The Richard Kachkar and Sgt. Ryan Russell’s tragedy: a story of murder and of thousand miseries; what is the outcome?

The January 2011 murder of a Toronto police officer by a person found not criminally responsible by reason of mental disorder has shocked the city of Toronto.

The facts are gruesome; Sgt. Ryan Russell, a Toronto police officer, was murdered on the line of duty by Richard Kachkar while he was operating a stolen snow plow.

The immediate public reaction to the news was to demand “justice”, but as the story unraveled, the public was left with a growing sense of frustration. Unfortunately, nothing can be done to bring back Sgt. Ryan Russell; no legal outcome can soothe the absolute pain his supreme sacrifice brought about.

The public asked: how did we get to a police officer being murdered downtown Toronto? Why weren’t there enough resources (public agencies, social workers, parole officers, police officers, nurses, family members, coworkers, neighbours) to prevent the murder of a police officer?
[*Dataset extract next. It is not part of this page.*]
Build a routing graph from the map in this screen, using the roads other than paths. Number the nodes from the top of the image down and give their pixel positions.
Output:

Why nobody recognized the signs that should have triggered an intervention before Richard Kachkar went onto a mad snow plow chase? And above what should we do to avoid another Sgt. Ryan Russel’s murder?
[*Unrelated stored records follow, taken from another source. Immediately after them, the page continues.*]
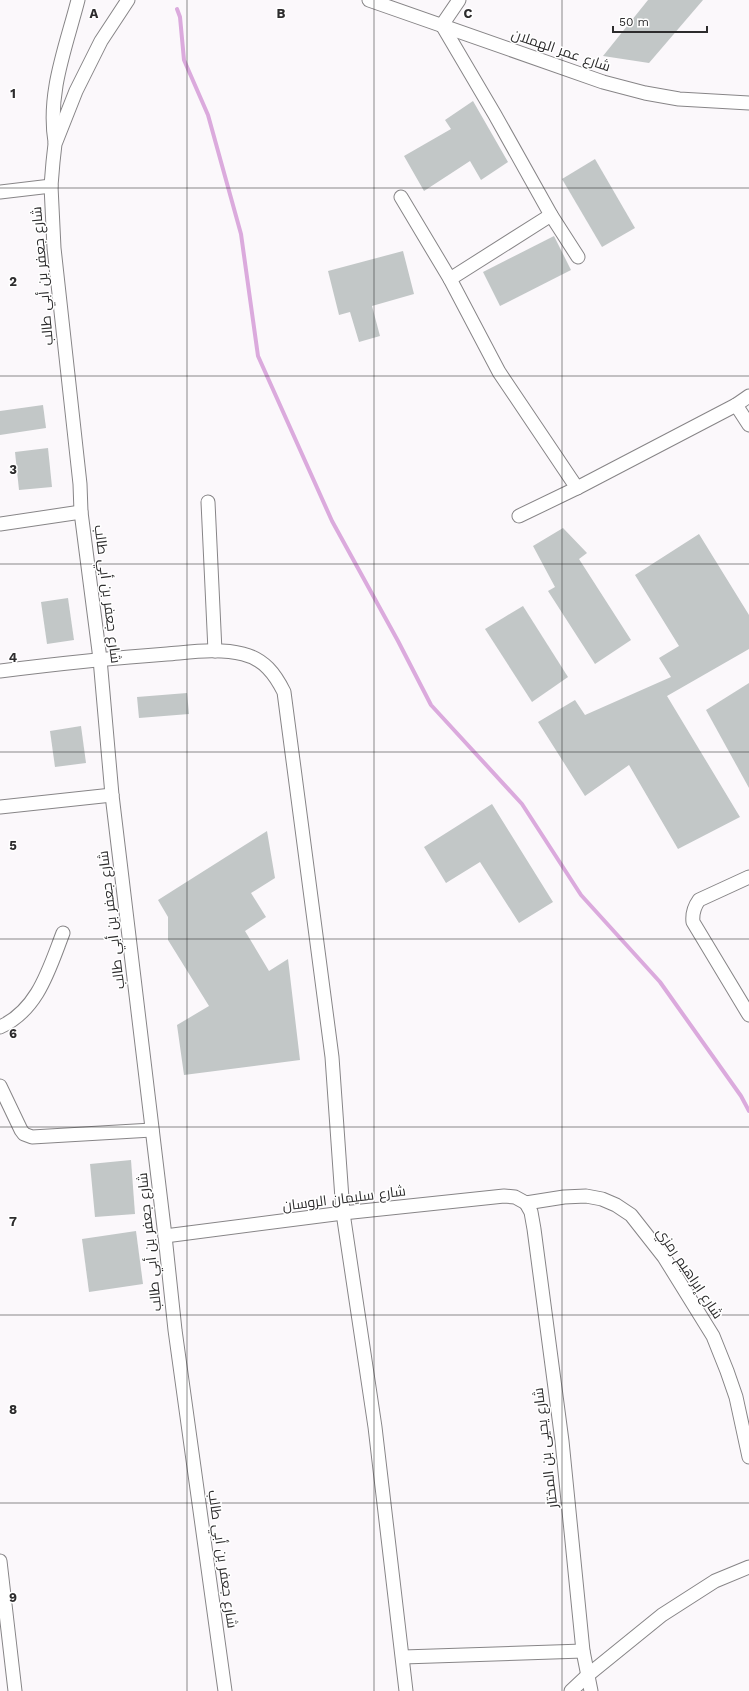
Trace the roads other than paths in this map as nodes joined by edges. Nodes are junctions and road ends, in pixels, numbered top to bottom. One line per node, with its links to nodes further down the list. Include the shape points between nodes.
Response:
1 (78, 0): 7 (street, شارع جعفر بن أبي طالب, via 53,104)
2 (128, 0): 7 (street, شارع جعفر بن أبي طالب, via 88,66)
3 (369, 0): 5 (street, شارع عمر الهملان)
4 (459, 0): 5 (street)
5 (442, 25): 6 (street, شارع عمر الهملان, via 603,82 645,93 679,99); 11 (street)
6 (749, 103)
7 (55, 144): 8 (street, شارع جعفر بن أبي طالب)
8 (51, 186): 9 (street); 19 (street, شارع جعفر بن أبي طالب, via 54,248)
9 (0, 192)
10 (401, 197): 13 (street)
11 (551, 215): 12 (street); 13 (street)
12 (578, 257)
13 (450, 279): 17 (street, via 499,372)
14 (749, 396): 15 (street)
15 (736, 404): 16 (street); 17 (street)
16 (749, 425)
17 (577, 488): 20 (street)
18 (208, 502): 22 (street)
19 (81, 512): 21 (street); 23 (street, شارع جعفر بن أبي طالب)
20 (519, 516)
21 (0, 524)
22 (215, 650): 23 (street); 34 (street, via 244,654 257,660 277,676 284,692 332,1057)
23 (100, 659): 24 (street); 25 (street, شارع جعفر بن أبي طالب)
24 (0, 671)
25 (112, 795): 26 (street); 32 (street, شارع جعفر بن أبي طالب)
26 (0, 807)
27 (749, 877): 29 (street, via 700,900 692,913 693,922)
28 (63, 934): 30 (street, via 42,988 10,1023)
29 (749, 1015)
30 (0, 1027)
31 (0, 1086): 32 (street, via 21,1130 32,1137)
32 (152, 1130): 35 (street, شارع جعفر بن أبي طالب)
33 (526, 1203): 34 (street, شارع سليمان الروسان, via 515,1197 504,1196); 36 (street, شارع إبراهيم رمزي, via 586,1196 602,1199 631,1215 664,1258 713,1336 736,1397); 39 (street, شارع يحيى بن المختار, via 534,1229 562,1441)
34 (343, 1214): 35 (street, شارع سليمان الروسان); 40 (street, via 375,1427)
35 (165, 1236): 43 (street, شارع جعفر بن أبي طالب, via 175,1330)
36 (749, 1457)
37 (0, 1561): 42 (street)
38 (749, 1566): 41 (street, via 715,1581 674,1606)
39 (583, 1651): 40 (street); 41 (street, شارع يحيى بن المختار)
40 (403, 1657): 44 (street)
41 (588, 1675): 45 (street); 46 (street, شارع يحيى بن المختار)
42 (15, 1691)
43 (225, 1691)
44 (406, 1691)
45 (571, 1691)
46 (591, 1691)

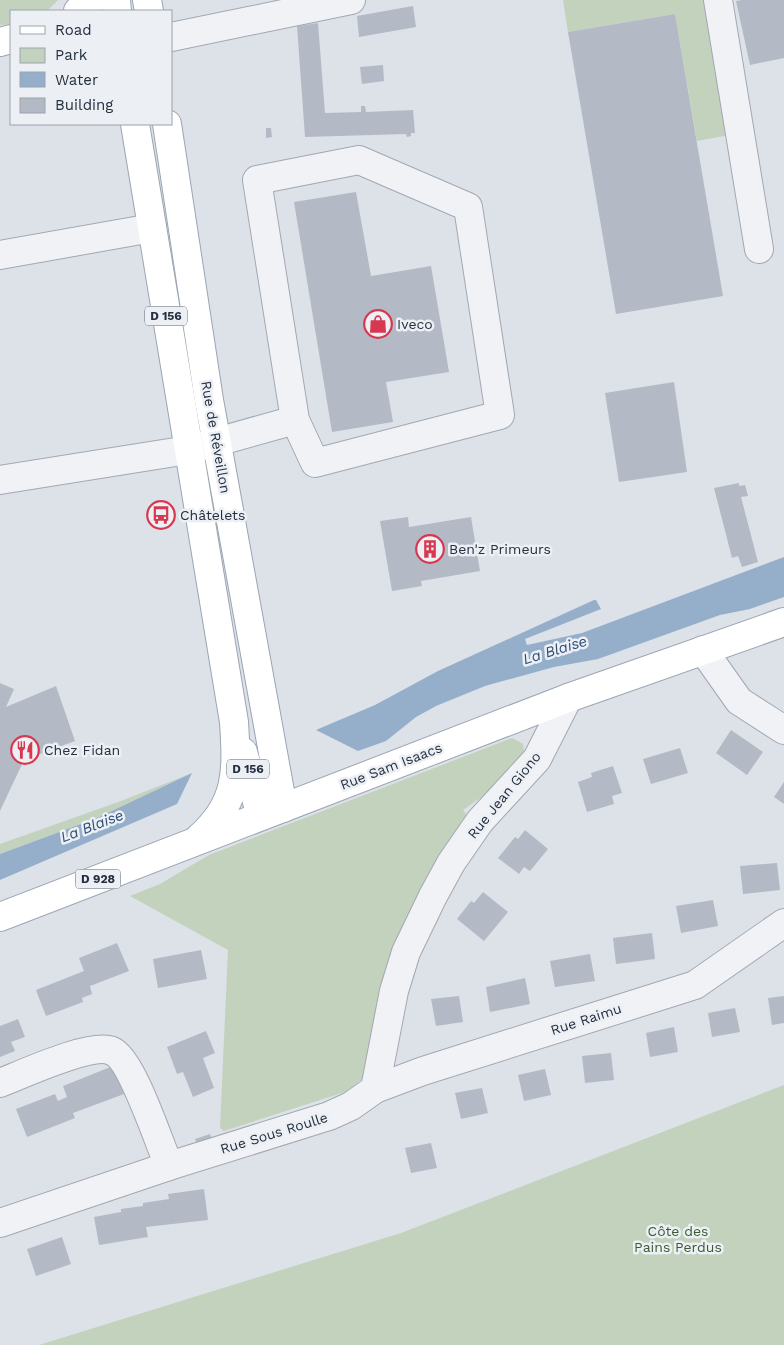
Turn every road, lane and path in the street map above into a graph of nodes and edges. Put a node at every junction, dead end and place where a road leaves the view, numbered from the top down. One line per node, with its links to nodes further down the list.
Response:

The Sgt. Ryan Russel’s family is the only and real victim of this murder, with no hope of righting the tort they suffered, period. No words, no actions can bring back the father or the husband.

Extending the review period for people found not criminally responsible would really reduce the chances of another Sgt. Ryan Russell’s murder? The timing of this idea tastes of political opportunism; any intervention to be effective should be implemented before, not after the fact. Hiring more police officers, community nurses, parole officers, social workers, better funding of grass-root community support organizations may (yes it may) reduce the chances of a future Sgt. Ryan Russell’s murder. Reviewing Richard Kachkar’s mental health condition every year or every three years will not change much in the greater scheme of things for the public or for the family.

Balancing the need of Richard Kachkar (a person who is obviously not well), the future risk he may be posing to society and the Canadian belief that people with mental disorders should be treated humanely and with fairness is a tricky balancing act. The Ontario Review Board will have to assess and re-assess Richard Kachkar’s mental health condition on an annual basis. And granted the Board is doing a wonderful job at balancing all these conflicting expectations.

The public probably perceived Richard Kachkar’s diversion to a mental health facility as a subterfuge to avoid jail, a lawyer’s trick, an unsavory solution to a disheartening problem. The public also may dismiss the cruel reality as legal mumbo-jumbo; a reality indifferent to the pain of the real victims.

Reality is that the test to be not criminal responsible is extremely narrow; many people with florid symptoms of major mental health disorders are found able to stand trial and responsible for their actions.

Reality is that if Richard Kachkar met the stringent criteria for not criminal responsibility; he is really “insane” in the common parlance.

Reality is that the number of the Ontario Review Board hearings is going up, while the number of discharges is not.

Reality is that, from a clinical perspective, it is unlikely that a person found suffering from an unclear mental health disorder (such as Richard Kackhar was) will be “cured” in one, or three years. Reality is that the chances Richard Kackhar will be a free person anytime soon are quite slim.

This is not a happy ending story; it is a never ending story. The public will eventually forget about Richard Kachkar and Sgt. Ryan Russell; Richard Kachkar will probably spend the rest of his life in a mental health institution; Sgt. Ryan Russell’s family will have to live with the thousand miseries of their loss for ever.

My family and I know that, we have been in their shoes since January 16, 1970.